══ Supplied material ══

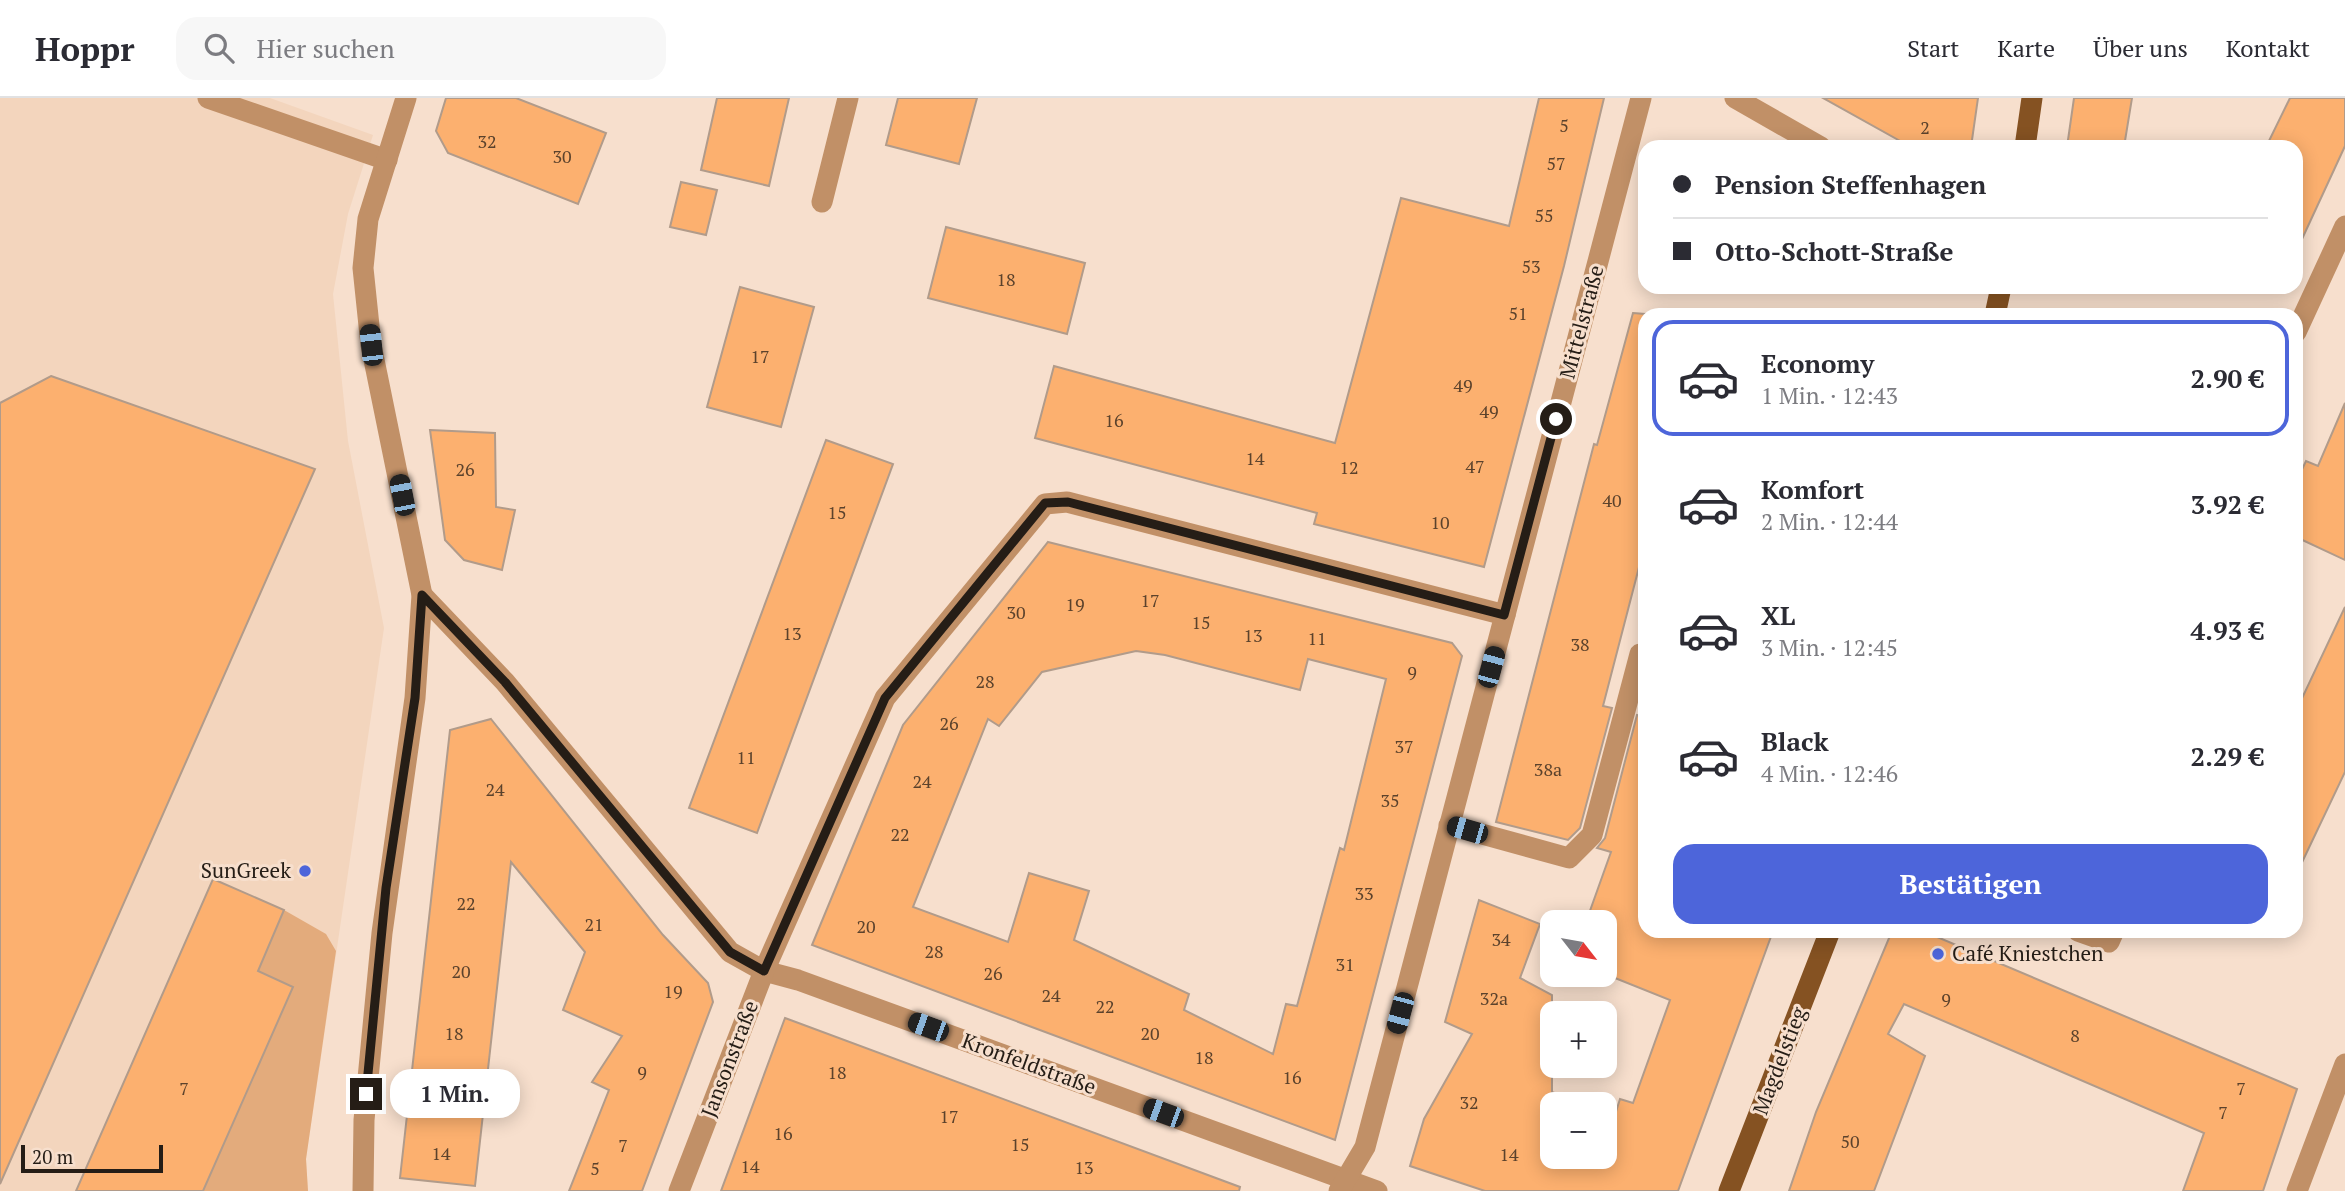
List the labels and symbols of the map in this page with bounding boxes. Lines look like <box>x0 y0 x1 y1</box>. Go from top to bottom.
house number: 5 <box>1559 113 1569 137</box>
house number: 2 <box>1920 115 1930 139</box>
house number: 32 <box>477 129 497 153</box>
house number: 30 <box>552 144 572 168</box>
house number: 57 <box>1546 151 1566 175</box>
house number: 55 <box>1534 203 1554 227</box>
house number: 53 <box>1521 254 1541 278</box>
street label: Mittelstraße <box>1552 262 1610 382</box>
house number: 18 <box>996 267 1016 291</box>
house number: 51 <box>1508 301 1528 325</box>
car <box>359 323 384 367</box>
house number: 17 <box>750 344 770 368</box>
house number: 49 <box>1453 373 1473 397</box>
house number: 49 <box>1479 399 1499 423</box>
route start <box>1540 403 1572 435</box>
house number: 16 <box>1104 408 1124 432</box>
house number: 14 <box>1245 446 1265 470</box>
house number: 47 <box>1465 454 1485 478</box>
house number: 12 <box>1339 455 1359 479</box>
house number: 26 <box>455 457 475 481</box>
car <box>388 472 417 518</box>
house number: 40 <box>1602 488 1622 512</box>
house number: 15 <box>827 500 847 524</box>
house number: 10 <box>1430 510 1450 534</box>
house number: 17 <box>1140 588 1160 612</box>
house number: 19 <box>1065 592 1085 616</box>
house number: 30 <box>1006 600 1026 624</box>
house number: 15 <box>1191 610 1211 634</box>
house number: 13 <box>782 621 802 645</box>
house number: 13 <box>1243 623 1263 647</box>
house number: 11 <box>1307 626 1327 650</box>
house number: 38 <box>1570 632 1590 656</box>
car <box>1476 644 1507 690</box>
house number: 9 <box>1407 660 1417 684</box>
house number: 28 <box>975 669 995 693</box>
house number: 26 <box>939 711 959 735</box>
house number: 37 <box>1394 734 1414 758</box>
house number: 11 <box>736 745 756 769</box>
house number: 38a <box>1534 757 1562 781</box>
house number: 24 <box>912 769 932 793</box>
house number: 24 <box>485 777 505 801</box>
house number: 35 <box>1380 788 1400 812</box>
car <box>1444 814 1491 846</box>
house number: 22 <box>890 822 910 846</box>
place label: SunGreek <box>201 856 291 884</box>
marker: SunGreek <box>297 863 313 879</box>
house number: 33 <box>1354 881 1374 905</box>
house number: 22 <box>456 891 476 915</box>
north arrow <box>1540 910 1617 987</box>
house number: 21 <box>584 912 604 936</box>
house number: 20 <box>856 914 876 938</box>
house number: 34 <box>1491 927 1511 951</box>
house number: 28 <box>924 939 944 963</box>
place label: Café Kniestchen <box>1952 939 2104 967</box>
marker: Café Kniestchen <box>1930 946 1946 962</box>
house number: 31 <box>1335 952 1355 976</box>
house number: 20 <box>451 959 471 983</box>
house number: 26 <box>983 961 1003 985</box>
house number: 19 <box>663 979 683 1003</box>
house number: 24 <box>1041 983 1061 1007</box>
house number: 32a <box>1480 986 1508 1010</box>
house number: 9 <box>1941 987 1951 1011</box>
car <box>1385 990 1416 1036</box>
house number: 22 <box>1095 994 1115 1018</box>
street label: Jansonstraße <box>694 996 764 1121</box>
street label: Magdelstieg <box>1746 1002 1813 1119</box>
car <box>905 1010 952 1044</box>
house number: 18 <box>444 1021 464 1045</box>
house number: 20 <box>1140 1021 1160 1045</box>
house number: 8 <box>2070 1023 2080 1047</box>
street label: Kronfeldstraße <box>959 1026 1100 1100</box>
house number: 18 <box>1194 1045 1214 1069</box>
house number: 9 <box>637 1060 647 1084</box>
house number: 18 <box>827 1060 847 1084</box>
house number: 16 <box>1282 1065 1302 1089</box>
callout: 1 Min. <box>390 1070 520 1118</box>
house number: 7 <box>179 1076 189 1100</box>
house number: 7 <box>2236 1076 2246 1100</box>
route end <box>350 1078 382 1110</box>
house number: 32 <box>1459 1090 1479 1114</box>
car <box>1140 1096 1187 1130</box>
house number: 7 <box>2218 1100 2228 1124</box>
house number: 17 <box>939 1104 959 1128</box>
house number: 16 <box>773 1121 793 1145</box>
house number: 50 <box>1840 1129 1860 1153</box>
house number: 15 <box>1010 1132 1030 1156</box>
house number: 7 <box>618 1133 628 1157</box>
house number: 14 <box>431 1141 451 1165</box>
scale bar <box>21 1142 163 1174</box>
house number: 14 <box>1499 1142 1519 1166</box>
house number: 14 <box>740 1154 760 1178</box>
house number: 13 <box>1074 1155 1094 1179</box>
house number: 5 <box>590 1156 600 1180</box>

═══

Exercise details
Go through the entries above and tally each line that has the word "route"; reply with the tally and nothing else.

Response to the exercise
2